Bolsonaro mais ou menos – Não há como Bolsonaro usar o resultado das eleições para cantar vitória. A população ignorou seu apelo para que candidatos que implementaram medidas de isolamento social durante a pandemia, ou as defenderam, fossem punidos nas urnas. O presidente e um punhado de seguidores radicais continuam isolados na defesa da tese que proteger a vida é “coisa de maricas”. A tentativa de transpor para os pleitos municipais a lógica da esquerda contra direita também não deu certo, por um motivo simples: ignora que o eleitor é muito mais pragmático do que ideológico na escolha dos governantes que vão cuidar do proverbial “buraco na rua”, ou seja, dos seus problemas imediatos. Mas também não houve uma derrota completa. No Rio, o capitão foi astuto. Apoio explicitamente Marcelo Crivella, sem no entanto antagonizar Eduardo Paes, que estava na dianteira em todas as pesquisas de intenção de voto. Os dois vão disputar o segundo turno. Mesmo que Crivella perca, o que parece mais provável, Bolsonaro não deve ter um prefeito hostil na cidade que é sua base política. Em Fortaleza, o Capitão Wagner, também apoiado pelo presidente, conseguiu tirar do PT a vaga na disputa do segundo turno com Sarto (PDT), candidato do prefeito Roberto Claudio. Alguns outros candidatos devem carregar a bandeira do bolsonarismo nas capitais, como Abílio Jr., em Cuiabá, e o Delegado Eguchi, em Belém.

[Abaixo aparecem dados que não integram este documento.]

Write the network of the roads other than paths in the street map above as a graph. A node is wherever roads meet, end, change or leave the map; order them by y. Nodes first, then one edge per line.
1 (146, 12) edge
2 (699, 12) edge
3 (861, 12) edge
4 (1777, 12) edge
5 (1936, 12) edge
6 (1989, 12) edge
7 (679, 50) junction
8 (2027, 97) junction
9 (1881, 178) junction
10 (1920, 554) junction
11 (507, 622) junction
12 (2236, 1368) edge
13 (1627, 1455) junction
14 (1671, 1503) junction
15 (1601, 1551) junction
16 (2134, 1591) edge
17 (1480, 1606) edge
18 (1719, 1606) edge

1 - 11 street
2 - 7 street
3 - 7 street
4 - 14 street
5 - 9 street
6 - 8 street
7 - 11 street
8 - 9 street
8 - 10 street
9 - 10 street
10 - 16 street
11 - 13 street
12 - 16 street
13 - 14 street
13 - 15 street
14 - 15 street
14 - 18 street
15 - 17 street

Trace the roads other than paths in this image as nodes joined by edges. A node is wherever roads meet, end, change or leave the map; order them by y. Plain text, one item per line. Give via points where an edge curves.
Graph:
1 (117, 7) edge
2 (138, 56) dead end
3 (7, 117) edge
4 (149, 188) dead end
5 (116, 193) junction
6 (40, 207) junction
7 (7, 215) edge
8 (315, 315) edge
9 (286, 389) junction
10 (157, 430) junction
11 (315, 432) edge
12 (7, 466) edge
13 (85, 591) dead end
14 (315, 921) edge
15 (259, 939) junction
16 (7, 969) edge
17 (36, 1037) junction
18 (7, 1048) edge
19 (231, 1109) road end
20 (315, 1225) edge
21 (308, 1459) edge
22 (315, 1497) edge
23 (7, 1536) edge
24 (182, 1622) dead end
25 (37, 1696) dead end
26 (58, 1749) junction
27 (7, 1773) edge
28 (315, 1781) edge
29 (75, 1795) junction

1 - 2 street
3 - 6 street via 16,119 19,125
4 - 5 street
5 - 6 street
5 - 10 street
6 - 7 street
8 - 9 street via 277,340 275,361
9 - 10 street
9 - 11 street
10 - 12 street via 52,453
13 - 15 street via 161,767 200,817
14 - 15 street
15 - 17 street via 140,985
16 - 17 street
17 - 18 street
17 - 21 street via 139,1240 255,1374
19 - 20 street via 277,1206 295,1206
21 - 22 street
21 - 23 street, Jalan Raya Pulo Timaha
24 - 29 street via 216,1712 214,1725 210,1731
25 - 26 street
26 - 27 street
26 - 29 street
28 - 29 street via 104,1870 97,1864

O PT ainda agoniza – Por décadas, o PT sufocou todos os nomes que a ameaçassem sua hegemonia à esquerda. Não mais. A única capital onde uma candidatura petista se mostrou competitiva foi o Recife, onde Marília Arraes vai disputar o segundo turno com João Campos (PSB). Nas demais capitais, o partido servirá no máximo de linha auxiliar para candidatos de outras legendas de esquerda. Em São Paulo, Jilmar Tatto foi triturado nas urnas. Era mesmo um péssimo candidato: além de ter de lidar com o ranço que o PT paulista carrega, tem, ele mesmo, o problema de ser um político à moda antiga, daqueles que controlam com mão de ferro um curral eleitoral. No seu caso, a Tatolândia, na zona sul de São Paulo. Em Porto Alegre, a comunista Manuela D’Ávila carregará o PT sob o seu guarda-chuva no segundo turno. A agonia do PT não tem fim.

 

Esquerda renovada – Bolsonaro gostaria de varrer a esquerda da existência, nem que fosse a bala. Ou talvez preferencialmente a bala… Mas não é assim que a democracia funciona. A existência de uma esquerda e de uma direita não xiitas (e não obcecadas com a ideia de conquistar a hegemonia a todo custo, como era o caso do PT) costuma fazer bem ao debate político de um país. Assim, tem seu valor o surgimento de uma nova esquerda no Brasil, representada por nomes como Guilherme Boulos, Manuela D’Ávila e João Campos.